What Oxygen is good for is suggesting different strength-training moves. That's about it. I end up challenging everything else I read in the magazine because I know the Eat-Clean motives are a driving factor behind the piece.
The hard part is that all the magaine's contributors believe in consuming lots of grains, legumes and near-to-no-fat, but who am I to talk since I don't look like an Oxygen model [yet!]? My belief in a living a Primal lifestyle is routed in the proof that I've read from loads of sources, where Oxygen continues to use the same old rhetoric, remaining unchallenged by conventional wisdom.
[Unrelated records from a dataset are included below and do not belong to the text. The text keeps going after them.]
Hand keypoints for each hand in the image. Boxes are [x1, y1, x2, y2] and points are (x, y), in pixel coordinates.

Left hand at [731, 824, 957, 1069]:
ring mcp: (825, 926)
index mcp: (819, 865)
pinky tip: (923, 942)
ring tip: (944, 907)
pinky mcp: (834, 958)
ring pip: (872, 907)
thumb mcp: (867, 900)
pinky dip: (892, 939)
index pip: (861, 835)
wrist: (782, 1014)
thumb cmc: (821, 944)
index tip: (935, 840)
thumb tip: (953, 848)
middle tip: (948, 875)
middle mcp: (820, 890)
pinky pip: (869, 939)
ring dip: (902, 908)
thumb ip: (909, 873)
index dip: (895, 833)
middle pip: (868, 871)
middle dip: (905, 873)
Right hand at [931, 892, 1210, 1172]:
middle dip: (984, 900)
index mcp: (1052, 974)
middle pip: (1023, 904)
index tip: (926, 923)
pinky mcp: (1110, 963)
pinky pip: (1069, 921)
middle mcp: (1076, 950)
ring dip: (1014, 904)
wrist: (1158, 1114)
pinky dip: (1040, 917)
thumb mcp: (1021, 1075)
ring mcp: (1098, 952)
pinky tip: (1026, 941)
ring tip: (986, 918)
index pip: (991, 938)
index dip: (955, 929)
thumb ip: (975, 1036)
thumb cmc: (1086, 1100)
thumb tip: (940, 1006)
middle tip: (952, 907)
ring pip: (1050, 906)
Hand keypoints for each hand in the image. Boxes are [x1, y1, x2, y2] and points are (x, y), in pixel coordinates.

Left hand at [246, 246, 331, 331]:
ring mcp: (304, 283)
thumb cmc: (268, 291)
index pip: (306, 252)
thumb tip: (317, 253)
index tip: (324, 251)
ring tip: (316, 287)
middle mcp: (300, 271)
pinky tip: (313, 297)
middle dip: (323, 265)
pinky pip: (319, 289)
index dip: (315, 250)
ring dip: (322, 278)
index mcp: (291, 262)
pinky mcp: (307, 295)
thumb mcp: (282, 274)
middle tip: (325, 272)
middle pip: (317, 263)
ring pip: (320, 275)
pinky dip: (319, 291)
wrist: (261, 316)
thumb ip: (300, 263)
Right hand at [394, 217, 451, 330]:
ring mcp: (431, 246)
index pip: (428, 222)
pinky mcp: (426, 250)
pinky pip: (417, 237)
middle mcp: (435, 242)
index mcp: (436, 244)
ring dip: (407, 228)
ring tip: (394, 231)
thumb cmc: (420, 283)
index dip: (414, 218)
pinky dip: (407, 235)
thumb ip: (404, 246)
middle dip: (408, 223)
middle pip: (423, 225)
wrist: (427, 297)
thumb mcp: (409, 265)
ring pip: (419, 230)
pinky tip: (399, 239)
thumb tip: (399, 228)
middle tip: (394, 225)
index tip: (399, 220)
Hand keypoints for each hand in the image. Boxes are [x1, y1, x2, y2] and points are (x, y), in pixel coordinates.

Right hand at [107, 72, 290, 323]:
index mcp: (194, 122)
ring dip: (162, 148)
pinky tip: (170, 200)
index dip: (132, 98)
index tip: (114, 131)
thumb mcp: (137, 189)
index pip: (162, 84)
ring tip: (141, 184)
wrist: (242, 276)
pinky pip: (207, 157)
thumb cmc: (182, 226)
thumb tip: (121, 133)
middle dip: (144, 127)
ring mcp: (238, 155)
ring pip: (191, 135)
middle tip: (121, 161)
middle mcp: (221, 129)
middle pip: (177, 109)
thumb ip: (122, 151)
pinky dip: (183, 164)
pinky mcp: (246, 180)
When a curious reader writes in about the use of coconut oil due to its increasing popularity, the response is always "we recommend a diet low in saturated fat [and low-fat in general] and the impact of consuming coconut oil is unknown [lie!]"
The biggest thing for me is how I feel. While Eating Clean, I was constantly hungry and the mag told to eat every 2 hours so that I keep my energy up (code for needing to keep up my higher glucose levels so that I don't suffer from a sugar crash). For Primal eating, I eat when I'm hungry, and what I eat keeps me hungry for hours. It's by far the easiest way to eat and it's intuitive.
Menshealth.com |
I'm not saying that Oxygen is a bad magazine. I'm saying that it's a waste of money if you're living a Primal lifestyle, and if you hate advertising (an not just ads, it's the same old ads again and again). I think that I need a real health magazine. Oxygen only promotes and recognizes one type of lifestyle - and that is Eat-Clean. I'm sure they would scoff at Primal. And I'd retort by saying that Primal is cleaner than Eat-Clean.
Sorry Oxygen, it's time to move on. You're no longer good enough for me. You're cute though.